→ **Problem details**
Your task is to copy each line of the records that includes the string "this".

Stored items
##########
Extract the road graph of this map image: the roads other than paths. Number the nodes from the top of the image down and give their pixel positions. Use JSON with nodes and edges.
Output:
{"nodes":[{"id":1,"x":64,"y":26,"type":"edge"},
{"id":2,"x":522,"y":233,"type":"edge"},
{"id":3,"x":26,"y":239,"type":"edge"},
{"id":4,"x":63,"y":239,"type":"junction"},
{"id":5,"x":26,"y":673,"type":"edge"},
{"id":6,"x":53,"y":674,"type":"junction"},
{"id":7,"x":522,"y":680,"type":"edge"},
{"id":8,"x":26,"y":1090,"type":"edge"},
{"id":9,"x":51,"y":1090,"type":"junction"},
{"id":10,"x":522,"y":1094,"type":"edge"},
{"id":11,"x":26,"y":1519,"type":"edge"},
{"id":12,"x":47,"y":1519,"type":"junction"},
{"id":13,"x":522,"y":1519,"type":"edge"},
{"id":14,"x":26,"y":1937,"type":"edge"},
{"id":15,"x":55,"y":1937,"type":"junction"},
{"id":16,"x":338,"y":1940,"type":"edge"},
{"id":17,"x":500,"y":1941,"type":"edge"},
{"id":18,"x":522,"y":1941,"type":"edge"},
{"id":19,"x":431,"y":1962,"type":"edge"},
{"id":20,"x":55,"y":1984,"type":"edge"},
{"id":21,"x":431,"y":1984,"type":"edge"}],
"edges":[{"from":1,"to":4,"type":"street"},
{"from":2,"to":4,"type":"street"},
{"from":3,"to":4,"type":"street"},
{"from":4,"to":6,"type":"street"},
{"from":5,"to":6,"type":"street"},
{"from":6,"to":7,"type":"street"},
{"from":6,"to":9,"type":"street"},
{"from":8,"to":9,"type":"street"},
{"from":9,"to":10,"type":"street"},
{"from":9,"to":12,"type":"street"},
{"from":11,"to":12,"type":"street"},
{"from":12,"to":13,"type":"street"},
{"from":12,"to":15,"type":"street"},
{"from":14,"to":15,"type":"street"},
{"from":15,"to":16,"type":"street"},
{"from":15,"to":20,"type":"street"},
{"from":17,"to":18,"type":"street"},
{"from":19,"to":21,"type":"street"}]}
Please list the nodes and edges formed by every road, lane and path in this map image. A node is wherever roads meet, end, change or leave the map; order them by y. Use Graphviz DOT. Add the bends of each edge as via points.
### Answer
##########
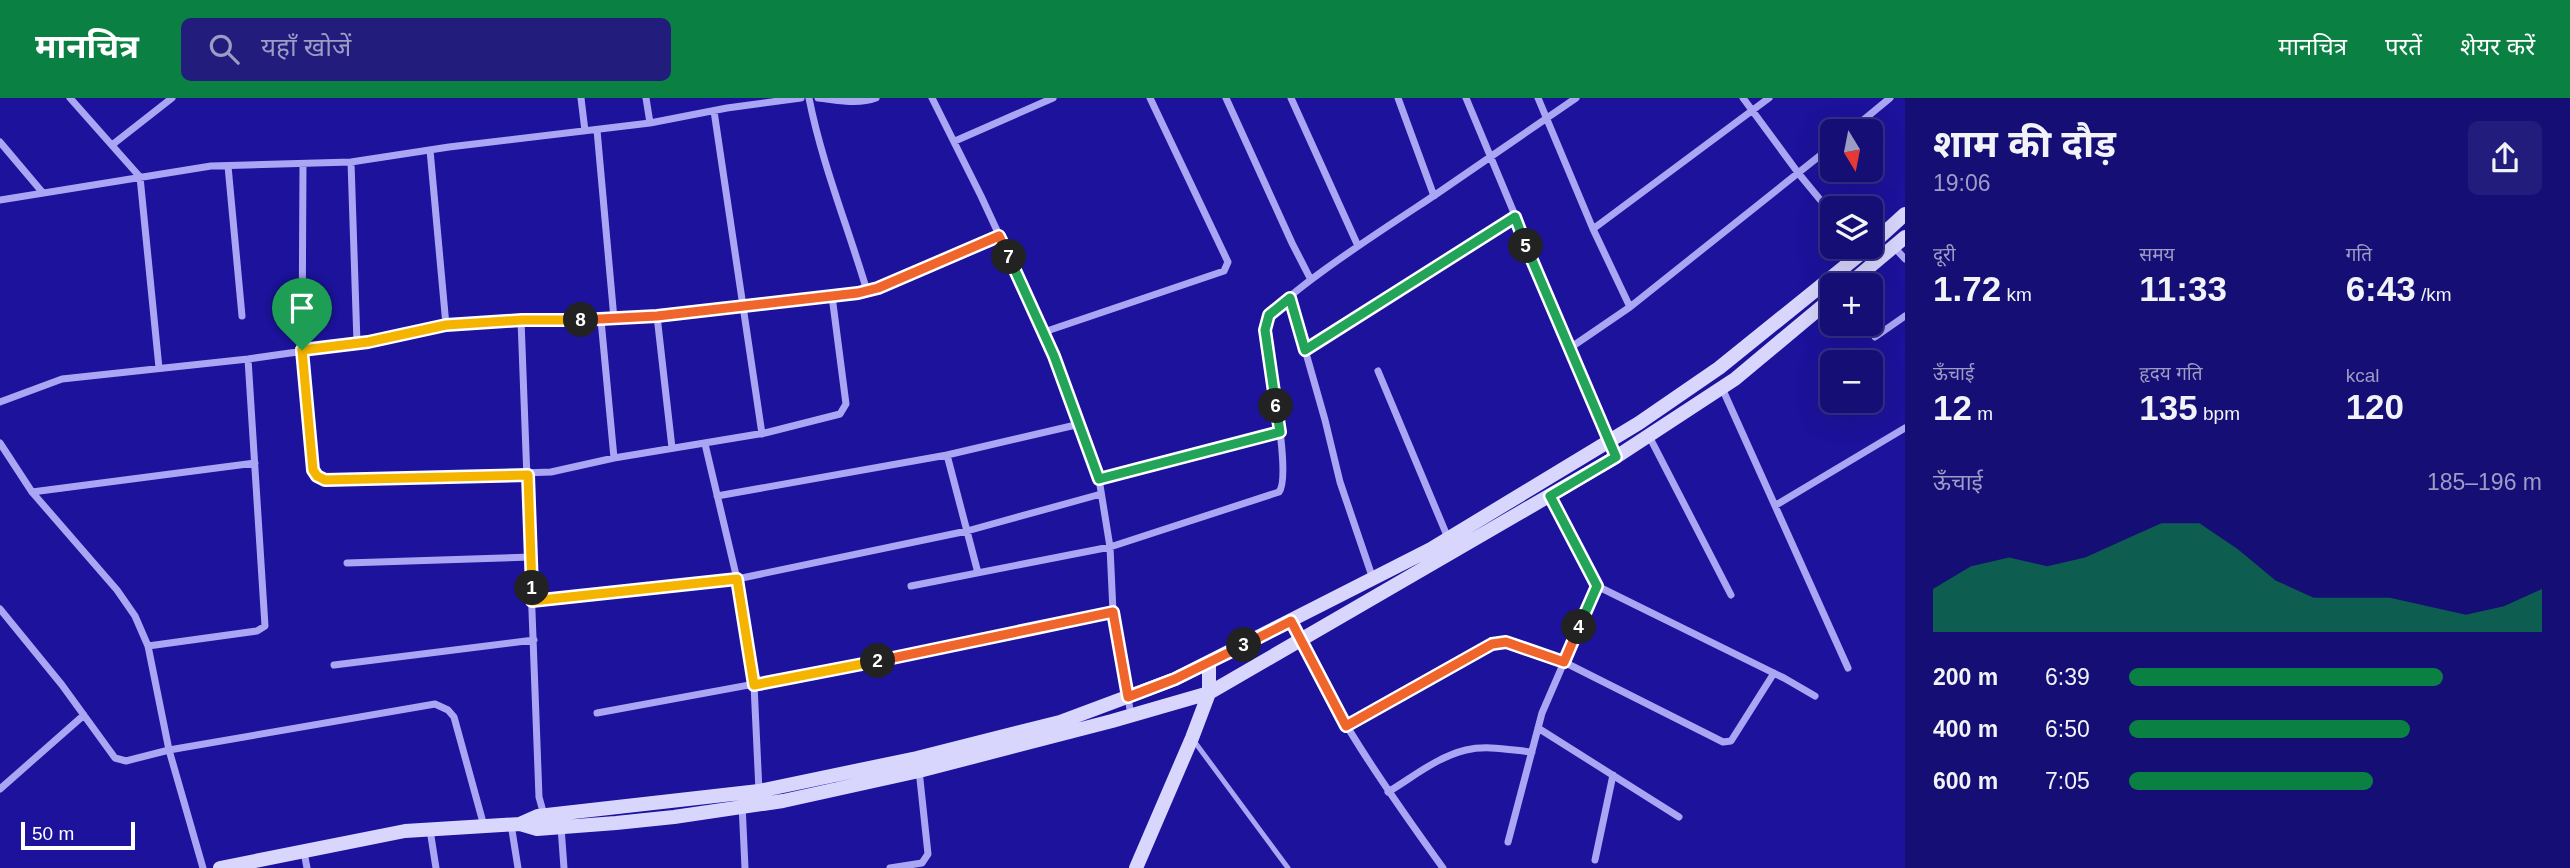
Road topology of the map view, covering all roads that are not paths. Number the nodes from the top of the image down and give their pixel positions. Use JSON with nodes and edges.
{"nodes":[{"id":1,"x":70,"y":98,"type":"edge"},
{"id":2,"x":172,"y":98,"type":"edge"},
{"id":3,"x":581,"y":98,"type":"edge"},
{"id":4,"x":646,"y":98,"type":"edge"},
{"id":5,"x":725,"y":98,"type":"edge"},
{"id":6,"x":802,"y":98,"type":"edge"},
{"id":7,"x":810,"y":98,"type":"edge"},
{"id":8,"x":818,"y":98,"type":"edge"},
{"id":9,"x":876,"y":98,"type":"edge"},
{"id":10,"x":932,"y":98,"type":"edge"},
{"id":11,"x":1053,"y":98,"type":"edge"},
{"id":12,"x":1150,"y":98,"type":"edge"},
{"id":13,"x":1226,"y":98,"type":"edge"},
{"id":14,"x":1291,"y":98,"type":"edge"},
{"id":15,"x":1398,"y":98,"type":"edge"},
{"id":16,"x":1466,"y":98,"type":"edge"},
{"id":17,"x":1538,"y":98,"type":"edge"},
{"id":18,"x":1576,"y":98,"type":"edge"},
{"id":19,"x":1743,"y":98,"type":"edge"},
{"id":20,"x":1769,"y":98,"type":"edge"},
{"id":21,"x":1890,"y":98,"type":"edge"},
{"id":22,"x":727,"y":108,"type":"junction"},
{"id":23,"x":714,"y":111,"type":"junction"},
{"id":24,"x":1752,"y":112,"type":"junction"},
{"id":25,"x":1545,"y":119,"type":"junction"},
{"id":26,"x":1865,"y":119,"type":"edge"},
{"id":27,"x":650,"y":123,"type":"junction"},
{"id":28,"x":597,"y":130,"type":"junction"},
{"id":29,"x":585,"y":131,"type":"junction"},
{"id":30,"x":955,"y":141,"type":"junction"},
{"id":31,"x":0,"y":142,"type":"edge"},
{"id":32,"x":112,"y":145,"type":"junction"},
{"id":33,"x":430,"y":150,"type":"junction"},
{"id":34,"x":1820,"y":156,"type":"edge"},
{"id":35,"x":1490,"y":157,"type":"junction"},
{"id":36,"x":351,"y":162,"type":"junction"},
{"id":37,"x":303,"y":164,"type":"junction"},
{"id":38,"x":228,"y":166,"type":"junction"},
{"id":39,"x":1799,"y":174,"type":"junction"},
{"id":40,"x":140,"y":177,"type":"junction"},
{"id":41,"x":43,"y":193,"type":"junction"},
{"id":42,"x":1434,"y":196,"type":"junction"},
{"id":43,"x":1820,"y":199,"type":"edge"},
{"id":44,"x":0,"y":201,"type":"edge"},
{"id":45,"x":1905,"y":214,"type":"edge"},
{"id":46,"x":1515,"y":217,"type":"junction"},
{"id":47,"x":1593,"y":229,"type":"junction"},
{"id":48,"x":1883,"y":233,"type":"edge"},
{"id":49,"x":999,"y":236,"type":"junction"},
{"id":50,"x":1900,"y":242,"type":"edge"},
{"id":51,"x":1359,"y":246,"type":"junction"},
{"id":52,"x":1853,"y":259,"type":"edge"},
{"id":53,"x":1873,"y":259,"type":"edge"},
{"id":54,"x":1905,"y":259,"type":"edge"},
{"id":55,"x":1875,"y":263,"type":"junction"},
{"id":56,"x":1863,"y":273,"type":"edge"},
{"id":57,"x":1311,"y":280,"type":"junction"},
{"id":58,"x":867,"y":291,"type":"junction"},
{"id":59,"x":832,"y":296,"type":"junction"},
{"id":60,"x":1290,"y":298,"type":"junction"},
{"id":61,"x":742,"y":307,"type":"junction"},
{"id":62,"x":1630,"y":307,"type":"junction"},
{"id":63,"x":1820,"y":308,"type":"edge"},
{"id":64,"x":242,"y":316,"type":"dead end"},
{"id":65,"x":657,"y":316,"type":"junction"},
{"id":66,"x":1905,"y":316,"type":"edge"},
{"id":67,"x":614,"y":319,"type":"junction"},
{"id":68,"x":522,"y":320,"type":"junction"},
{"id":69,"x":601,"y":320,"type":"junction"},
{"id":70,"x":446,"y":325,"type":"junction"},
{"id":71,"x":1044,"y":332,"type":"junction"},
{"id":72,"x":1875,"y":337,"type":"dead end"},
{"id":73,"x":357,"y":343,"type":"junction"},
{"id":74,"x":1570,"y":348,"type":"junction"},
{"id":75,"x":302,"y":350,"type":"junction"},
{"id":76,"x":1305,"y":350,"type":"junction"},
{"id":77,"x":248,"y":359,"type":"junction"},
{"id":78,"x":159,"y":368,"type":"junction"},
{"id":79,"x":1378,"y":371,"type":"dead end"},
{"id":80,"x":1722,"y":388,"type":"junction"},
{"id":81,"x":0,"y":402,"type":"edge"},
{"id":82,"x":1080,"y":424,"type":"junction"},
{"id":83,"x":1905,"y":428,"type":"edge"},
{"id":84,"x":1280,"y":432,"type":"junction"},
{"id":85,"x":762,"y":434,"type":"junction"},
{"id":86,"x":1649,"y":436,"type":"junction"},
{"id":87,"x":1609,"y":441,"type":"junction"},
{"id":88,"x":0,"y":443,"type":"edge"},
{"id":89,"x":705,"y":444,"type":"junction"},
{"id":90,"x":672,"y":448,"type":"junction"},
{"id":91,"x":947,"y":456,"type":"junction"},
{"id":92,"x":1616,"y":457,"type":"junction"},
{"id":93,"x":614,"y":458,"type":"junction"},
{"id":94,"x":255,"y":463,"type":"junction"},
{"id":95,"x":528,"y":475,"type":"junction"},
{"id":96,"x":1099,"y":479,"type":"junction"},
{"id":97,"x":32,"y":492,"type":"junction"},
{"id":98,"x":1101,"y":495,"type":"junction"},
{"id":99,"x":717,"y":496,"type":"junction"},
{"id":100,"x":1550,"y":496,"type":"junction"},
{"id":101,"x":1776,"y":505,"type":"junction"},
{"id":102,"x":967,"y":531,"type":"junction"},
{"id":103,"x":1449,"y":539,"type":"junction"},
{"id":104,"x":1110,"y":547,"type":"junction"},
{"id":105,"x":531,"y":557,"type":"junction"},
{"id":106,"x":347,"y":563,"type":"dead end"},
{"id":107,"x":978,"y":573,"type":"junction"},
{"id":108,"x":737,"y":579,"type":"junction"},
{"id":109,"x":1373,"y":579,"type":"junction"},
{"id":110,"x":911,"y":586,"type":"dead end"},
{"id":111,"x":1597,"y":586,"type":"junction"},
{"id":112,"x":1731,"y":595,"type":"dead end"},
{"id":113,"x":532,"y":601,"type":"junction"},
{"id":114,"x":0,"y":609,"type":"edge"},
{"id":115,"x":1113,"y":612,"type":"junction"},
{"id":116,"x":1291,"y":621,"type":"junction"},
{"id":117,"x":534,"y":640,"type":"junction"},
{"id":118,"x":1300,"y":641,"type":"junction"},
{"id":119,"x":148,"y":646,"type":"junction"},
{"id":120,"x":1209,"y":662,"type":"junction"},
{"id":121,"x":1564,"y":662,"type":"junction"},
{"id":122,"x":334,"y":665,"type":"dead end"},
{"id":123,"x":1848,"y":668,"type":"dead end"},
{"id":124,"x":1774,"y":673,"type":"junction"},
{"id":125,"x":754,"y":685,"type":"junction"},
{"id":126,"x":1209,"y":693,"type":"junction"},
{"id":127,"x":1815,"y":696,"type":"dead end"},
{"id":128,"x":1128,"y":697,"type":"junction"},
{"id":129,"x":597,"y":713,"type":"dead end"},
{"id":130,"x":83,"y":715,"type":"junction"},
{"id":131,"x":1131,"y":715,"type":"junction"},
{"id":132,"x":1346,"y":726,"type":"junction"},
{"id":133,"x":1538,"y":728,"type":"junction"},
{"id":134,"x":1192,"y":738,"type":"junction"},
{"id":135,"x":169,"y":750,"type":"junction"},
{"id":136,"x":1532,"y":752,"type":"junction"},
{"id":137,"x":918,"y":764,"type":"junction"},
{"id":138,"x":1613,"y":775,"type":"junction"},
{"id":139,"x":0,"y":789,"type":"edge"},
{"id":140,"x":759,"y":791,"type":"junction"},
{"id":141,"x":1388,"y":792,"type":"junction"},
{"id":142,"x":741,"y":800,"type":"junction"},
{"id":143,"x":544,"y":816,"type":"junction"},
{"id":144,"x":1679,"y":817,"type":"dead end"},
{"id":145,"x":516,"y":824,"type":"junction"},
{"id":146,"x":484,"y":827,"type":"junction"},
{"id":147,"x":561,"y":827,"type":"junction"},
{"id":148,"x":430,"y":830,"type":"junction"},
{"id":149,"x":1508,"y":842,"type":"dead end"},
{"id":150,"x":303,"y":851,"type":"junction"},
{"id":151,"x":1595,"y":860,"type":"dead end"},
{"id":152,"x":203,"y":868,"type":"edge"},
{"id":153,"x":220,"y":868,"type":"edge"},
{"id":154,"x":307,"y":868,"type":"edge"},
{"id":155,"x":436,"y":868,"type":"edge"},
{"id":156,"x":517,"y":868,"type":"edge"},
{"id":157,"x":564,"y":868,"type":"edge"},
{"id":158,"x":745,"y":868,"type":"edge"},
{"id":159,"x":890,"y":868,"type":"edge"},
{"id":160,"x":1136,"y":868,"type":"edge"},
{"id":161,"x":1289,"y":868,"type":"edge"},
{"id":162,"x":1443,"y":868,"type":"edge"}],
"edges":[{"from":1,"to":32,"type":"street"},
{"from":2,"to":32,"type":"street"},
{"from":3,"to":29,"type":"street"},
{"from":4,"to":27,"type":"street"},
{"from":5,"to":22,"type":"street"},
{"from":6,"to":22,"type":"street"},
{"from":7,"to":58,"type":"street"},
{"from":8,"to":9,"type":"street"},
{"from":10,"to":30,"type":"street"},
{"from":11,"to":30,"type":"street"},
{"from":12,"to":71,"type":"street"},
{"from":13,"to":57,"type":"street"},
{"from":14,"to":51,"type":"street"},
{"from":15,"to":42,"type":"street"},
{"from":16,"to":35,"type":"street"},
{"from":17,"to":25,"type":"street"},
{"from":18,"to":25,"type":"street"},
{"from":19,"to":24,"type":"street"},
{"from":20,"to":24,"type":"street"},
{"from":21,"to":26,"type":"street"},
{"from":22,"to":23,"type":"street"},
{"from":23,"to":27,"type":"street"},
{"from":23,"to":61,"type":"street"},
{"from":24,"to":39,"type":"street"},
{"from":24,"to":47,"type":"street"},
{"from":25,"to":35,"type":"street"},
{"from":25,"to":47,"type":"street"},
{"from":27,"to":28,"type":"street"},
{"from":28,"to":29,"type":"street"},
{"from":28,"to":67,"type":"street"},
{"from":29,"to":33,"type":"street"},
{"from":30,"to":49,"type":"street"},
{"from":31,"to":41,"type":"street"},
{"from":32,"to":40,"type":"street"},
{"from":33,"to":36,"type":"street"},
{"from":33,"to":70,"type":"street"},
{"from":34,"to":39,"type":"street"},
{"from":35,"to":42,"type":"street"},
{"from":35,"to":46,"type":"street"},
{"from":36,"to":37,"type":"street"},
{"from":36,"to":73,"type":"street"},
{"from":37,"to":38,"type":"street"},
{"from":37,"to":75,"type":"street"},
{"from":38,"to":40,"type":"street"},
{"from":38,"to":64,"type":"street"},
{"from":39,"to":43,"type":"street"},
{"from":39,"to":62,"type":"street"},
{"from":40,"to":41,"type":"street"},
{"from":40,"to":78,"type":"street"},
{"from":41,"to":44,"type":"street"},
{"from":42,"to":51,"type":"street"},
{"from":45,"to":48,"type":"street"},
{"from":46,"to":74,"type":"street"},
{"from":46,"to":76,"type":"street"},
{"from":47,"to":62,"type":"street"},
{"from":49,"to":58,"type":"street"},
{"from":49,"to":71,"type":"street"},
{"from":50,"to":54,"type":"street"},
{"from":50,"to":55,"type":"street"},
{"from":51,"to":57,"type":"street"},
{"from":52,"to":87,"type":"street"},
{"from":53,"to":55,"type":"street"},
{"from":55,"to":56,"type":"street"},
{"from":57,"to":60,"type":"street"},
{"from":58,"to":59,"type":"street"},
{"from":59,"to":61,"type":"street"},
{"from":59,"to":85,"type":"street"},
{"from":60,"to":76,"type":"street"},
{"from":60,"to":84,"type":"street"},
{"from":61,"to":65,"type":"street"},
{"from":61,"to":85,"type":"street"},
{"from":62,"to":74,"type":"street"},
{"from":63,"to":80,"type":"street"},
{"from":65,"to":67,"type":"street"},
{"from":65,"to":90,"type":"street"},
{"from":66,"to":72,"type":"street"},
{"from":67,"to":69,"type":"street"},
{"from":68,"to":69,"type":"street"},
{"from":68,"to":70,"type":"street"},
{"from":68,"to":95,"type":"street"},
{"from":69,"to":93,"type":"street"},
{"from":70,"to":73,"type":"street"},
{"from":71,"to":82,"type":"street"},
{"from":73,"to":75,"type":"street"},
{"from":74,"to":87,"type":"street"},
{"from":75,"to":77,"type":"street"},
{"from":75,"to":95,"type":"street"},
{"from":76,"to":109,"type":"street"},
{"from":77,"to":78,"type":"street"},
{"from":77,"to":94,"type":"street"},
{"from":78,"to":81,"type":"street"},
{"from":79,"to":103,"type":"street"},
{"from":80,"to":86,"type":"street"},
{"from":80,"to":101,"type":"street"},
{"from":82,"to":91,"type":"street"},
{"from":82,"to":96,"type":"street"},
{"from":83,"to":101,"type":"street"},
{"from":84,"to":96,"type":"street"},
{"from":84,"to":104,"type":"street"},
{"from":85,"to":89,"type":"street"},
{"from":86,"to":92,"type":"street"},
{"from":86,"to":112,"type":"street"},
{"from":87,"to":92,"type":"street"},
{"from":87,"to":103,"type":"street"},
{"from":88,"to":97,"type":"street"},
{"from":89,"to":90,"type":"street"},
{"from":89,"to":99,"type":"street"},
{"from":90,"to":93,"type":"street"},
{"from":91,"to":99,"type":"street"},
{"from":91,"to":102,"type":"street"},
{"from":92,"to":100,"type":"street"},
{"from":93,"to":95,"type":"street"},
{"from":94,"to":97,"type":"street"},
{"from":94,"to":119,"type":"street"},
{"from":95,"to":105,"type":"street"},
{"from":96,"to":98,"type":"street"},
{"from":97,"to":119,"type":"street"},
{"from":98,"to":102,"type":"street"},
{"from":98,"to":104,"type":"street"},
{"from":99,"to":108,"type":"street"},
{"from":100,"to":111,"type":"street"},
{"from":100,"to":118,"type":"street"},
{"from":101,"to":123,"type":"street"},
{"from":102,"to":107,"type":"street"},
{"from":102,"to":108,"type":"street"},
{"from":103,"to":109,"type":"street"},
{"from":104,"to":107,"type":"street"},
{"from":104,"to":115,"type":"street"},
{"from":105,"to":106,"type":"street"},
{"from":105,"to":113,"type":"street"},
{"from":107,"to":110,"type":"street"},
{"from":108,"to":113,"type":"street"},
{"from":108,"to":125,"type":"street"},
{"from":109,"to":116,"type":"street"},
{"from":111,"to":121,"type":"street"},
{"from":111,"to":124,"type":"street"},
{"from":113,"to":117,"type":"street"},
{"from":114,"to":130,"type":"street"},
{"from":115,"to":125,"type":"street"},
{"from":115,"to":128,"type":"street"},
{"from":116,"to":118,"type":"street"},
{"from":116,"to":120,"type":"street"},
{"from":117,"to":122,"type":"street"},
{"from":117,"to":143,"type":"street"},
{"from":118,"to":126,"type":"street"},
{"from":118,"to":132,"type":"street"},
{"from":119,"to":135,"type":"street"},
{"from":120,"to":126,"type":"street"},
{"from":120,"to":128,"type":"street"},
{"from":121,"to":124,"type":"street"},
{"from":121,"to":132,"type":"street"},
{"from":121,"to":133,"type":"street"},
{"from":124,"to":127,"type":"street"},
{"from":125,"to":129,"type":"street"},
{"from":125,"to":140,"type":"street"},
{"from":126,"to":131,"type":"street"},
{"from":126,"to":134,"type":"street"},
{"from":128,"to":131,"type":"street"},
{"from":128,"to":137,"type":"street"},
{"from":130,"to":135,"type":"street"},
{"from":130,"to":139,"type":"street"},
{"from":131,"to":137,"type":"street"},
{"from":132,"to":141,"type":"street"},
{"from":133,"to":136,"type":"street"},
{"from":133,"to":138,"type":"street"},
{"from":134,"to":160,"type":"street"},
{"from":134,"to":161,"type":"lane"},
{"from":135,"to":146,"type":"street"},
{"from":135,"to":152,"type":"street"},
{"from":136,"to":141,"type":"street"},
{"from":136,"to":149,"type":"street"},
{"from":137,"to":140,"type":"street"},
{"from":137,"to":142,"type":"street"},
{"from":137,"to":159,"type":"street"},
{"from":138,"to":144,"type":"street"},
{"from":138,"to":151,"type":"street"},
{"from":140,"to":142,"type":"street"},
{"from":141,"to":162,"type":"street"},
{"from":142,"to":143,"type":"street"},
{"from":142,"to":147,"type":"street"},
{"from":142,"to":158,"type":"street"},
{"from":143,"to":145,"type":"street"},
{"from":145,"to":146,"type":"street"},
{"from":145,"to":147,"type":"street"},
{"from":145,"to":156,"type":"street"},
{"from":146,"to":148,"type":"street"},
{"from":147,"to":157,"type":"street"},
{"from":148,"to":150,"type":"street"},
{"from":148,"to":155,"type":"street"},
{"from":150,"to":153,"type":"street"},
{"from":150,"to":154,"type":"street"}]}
##########
→ **The completed task**
Extract the road graph of this map image: the roads other than paths. Number the nodes from the top of the image down and give their pixel positions. Use JSON with nodes and edges.
Please list the nodes and edges formed by every road, lane and path in this map image. A node is wherever roads meet, end, change or leave the map; order them by y. Use Graphviz DOT. Add the bends of each edge as via points.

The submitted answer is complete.